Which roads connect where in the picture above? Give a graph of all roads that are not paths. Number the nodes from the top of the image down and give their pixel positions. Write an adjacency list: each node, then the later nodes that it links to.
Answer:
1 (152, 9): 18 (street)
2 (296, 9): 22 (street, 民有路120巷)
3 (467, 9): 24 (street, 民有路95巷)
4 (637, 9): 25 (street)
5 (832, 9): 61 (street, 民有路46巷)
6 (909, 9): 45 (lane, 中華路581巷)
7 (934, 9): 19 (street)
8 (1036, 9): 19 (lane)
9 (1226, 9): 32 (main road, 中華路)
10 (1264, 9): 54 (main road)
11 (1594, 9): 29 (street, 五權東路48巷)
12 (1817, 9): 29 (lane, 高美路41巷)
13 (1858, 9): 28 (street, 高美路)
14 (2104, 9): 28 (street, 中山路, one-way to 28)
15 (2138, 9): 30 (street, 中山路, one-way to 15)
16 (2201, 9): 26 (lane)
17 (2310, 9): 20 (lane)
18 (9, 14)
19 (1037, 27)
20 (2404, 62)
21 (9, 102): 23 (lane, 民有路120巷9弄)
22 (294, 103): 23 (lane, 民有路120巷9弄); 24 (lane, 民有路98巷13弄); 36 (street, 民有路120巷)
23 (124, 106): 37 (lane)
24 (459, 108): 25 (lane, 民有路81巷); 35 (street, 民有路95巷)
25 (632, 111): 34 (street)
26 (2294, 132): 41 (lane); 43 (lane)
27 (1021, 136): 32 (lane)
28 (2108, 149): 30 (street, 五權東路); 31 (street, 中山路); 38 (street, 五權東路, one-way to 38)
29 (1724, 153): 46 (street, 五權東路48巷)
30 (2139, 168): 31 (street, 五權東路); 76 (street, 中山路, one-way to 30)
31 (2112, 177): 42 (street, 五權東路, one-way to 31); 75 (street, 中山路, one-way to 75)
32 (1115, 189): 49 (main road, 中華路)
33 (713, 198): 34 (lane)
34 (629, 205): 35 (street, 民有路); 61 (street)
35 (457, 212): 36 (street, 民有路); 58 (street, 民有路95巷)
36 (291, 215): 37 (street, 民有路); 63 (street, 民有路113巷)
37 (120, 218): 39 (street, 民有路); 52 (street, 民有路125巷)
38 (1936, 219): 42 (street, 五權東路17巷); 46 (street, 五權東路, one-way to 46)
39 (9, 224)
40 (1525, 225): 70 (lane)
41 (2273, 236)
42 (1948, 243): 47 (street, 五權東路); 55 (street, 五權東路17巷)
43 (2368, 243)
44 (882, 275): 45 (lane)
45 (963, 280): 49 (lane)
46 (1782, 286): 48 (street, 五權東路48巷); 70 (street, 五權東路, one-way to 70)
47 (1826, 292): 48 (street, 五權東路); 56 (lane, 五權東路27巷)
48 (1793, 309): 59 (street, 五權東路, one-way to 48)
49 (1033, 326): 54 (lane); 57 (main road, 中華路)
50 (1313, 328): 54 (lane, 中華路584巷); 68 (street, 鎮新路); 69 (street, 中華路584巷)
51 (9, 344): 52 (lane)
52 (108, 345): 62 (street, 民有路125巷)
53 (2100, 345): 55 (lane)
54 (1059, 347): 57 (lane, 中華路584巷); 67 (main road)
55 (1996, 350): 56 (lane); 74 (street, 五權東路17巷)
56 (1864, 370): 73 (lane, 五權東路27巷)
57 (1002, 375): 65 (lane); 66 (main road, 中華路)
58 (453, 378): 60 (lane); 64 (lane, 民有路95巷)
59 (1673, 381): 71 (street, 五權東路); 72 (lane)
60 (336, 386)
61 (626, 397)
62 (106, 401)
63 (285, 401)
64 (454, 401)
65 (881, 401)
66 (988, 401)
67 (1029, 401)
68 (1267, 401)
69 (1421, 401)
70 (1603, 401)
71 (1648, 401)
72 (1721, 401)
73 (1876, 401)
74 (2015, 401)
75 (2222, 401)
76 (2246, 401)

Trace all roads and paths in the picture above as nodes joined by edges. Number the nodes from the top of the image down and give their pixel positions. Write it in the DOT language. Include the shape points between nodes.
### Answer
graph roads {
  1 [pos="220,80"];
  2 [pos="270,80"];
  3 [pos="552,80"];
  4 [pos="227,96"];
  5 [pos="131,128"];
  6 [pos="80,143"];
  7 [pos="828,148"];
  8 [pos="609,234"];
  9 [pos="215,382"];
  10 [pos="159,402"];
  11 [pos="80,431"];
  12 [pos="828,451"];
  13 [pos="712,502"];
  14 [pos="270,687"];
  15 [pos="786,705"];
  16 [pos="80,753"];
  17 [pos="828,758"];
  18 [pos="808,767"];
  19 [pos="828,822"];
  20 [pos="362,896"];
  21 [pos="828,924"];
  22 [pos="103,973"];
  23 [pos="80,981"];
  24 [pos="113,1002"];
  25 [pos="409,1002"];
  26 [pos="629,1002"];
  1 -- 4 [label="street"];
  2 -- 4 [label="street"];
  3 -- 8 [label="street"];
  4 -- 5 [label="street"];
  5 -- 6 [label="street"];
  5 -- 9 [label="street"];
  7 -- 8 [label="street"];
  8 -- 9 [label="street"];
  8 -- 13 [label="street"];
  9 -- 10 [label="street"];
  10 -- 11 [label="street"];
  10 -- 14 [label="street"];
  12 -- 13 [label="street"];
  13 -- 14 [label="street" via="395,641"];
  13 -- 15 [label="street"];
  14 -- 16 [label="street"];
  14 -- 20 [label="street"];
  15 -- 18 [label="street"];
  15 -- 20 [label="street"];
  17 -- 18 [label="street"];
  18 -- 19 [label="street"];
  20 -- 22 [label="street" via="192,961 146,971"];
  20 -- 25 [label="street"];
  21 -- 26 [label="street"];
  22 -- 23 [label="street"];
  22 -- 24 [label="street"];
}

####################

[PROBLEM TO SOLVE]: Find the lines above that contain the word "main" and collect them.

[ANSWER FOR THE TASK]:
9 (1226, 9): 32 (main road, 中華路)
10 (1264, 9): 54 (main road)
32 (1115, 189): 49 (main road, 中華路)
49 (1033, 326): 54 (lane); 57 (main road, 中華路)
54 (1059, 347): 57 (lane, 中華路584巷); 67 (main road)
57 (1002, 375): 65 (lane); 66 (main road, 中華路)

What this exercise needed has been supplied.